It’s possible that the recent decline in Bitcoin’s value is responsible for UNI’s lag.

Statistics show that there is a moderately high relationship between UNI and Bitcoin.

Recent price changes for both coins show a strong correlation between them. UNI has been closely following Bitcoin’s price action.

As the bearish slump in Uniswap continues into its second day, the currency pair may be retracing its recent gains.

As of this writing, UNI is trading at $6.45, up 12% in the last seven days, data from Coingecko show, Friday.

Uniswap Indicator: Bearish

UNI fell to a closing price of $6.379 yesterday, 7.62% lower than its September 28 closing price of $6.555. Price action in the past is also suggestive of a developing bearish momentum.

The momentum indicator is at a bearish low at the moment.

Daily and 4-hourly trends tell the same pattern as well. The amount of UNI currency on hand is at an all-time high, per CryptoQuant statistics. Foreign exchange reserves on the rise portend worse conditions.

As of this writing, daily UNI transaction volume in the shorter time frames from September 27 to now has been volatile.

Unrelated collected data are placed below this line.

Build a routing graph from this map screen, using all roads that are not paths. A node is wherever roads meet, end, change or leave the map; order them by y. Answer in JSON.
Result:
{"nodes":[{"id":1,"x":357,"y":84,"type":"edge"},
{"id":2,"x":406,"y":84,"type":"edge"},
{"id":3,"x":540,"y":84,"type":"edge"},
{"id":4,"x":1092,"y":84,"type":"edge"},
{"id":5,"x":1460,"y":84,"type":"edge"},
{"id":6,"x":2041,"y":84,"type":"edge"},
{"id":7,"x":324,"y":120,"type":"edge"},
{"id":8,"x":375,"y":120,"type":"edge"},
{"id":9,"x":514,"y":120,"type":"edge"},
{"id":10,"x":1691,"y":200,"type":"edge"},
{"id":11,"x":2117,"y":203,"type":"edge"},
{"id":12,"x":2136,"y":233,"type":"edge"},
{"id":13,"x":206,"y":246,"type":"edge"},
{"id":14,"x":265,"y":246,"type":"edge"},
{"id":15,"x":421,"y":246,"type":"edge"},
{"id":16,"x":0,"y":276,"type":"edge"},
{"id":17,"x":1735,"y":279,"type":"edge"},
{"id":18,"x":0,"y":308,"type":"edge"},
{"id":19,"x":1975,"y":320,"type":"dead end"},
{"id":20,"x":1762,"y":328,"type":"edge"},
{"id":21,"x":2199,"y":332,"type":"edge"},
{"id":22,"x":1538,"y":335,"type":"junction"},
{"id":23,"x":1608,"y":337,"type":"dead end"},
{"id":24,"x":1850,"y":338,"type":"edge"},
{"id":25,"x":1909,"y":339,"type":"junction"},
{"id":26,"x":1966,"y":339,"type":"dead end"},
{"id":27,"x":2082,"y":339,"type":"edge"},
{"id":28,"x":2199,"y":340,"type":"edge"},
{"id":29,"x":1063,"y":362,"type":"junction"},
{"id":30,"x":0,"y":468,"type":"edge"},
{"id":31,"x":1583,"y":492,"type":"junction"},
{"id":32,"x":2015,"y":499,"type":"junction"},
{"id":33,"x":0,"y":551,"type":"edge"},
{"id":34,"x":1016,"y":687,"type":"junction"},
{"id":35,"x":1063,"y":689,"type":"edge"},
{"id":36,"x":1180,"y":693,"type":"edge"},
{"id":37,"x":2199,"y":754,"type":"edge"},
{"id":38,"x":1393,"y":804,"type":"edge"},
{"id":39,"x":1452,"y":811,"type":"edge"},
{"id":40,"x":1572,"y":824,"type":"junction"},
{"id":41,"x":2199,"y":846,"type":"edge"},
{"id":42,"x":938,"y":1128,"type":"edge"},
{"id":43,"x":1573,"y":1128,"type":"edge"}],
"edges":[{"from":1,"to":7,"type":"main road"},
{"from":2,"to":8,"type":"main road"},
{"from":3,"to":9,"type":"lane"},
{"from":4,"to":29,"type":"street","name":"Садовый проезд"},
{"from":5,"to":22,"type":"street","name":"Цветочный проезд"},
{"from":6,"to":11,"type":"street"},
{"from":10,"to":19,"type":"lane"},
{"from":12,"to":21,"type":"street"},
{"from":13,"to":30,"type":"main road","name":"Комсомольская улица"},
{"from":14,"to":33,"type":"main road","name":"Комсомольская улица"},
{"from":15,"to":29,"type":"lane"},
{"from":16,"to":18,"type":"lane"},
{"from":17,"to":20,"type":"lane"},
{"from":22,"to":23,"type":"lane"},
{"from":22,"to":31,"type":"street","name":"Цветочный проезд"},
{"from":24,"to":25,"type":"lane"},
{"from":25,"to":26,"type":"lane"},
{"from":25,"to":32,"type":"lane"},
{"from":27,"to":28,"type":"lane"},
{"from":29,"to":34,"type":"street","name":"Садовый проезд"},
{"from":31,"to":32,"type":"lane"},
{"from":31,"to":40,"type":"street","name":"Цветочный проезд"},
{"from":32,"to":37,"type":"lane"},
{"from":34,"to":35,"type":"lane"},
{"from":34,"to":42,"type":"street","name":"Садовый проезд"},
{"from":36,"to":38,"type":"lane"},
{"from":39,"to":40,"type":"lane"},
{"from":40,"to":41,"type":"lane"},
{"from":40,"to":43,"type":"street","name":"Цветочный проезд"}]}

During this time range on September 27, UNI rallied and tested the $6.7 resistance level. This price trend mirrored that of Bitcoin.

Although demand for UNI is not very great, both BTC and UNI are currently exhibiting indications of recovery.

A Retreat, Or Advance?

A recent research predicted that UNI would decline to $5.50, a volatile region that might spark a bigger sell-off in the crypto.

A decline of this nature could prompt investors and purchasers to acquire a position inside the aforementioned price range, restoring the currency to its current value.

However, UNI’s technological aspects are relatively neutral. On the charts, this appears as a near-stabilization of the price, which is supported by the 38.20 Fibonacci level.

This neutrality of the technical indicators and the relatively stable price range can assist the bulls in gaining strength for a breakout.

However, UNI has struggled to surpass the $6.49 level of resistance.

A breach of this resistance might initiate a gradual rally toward the $6.7 price level.

As the price trend wanes, UNI has a same chance of falling to $5.5 or rising to $6.7.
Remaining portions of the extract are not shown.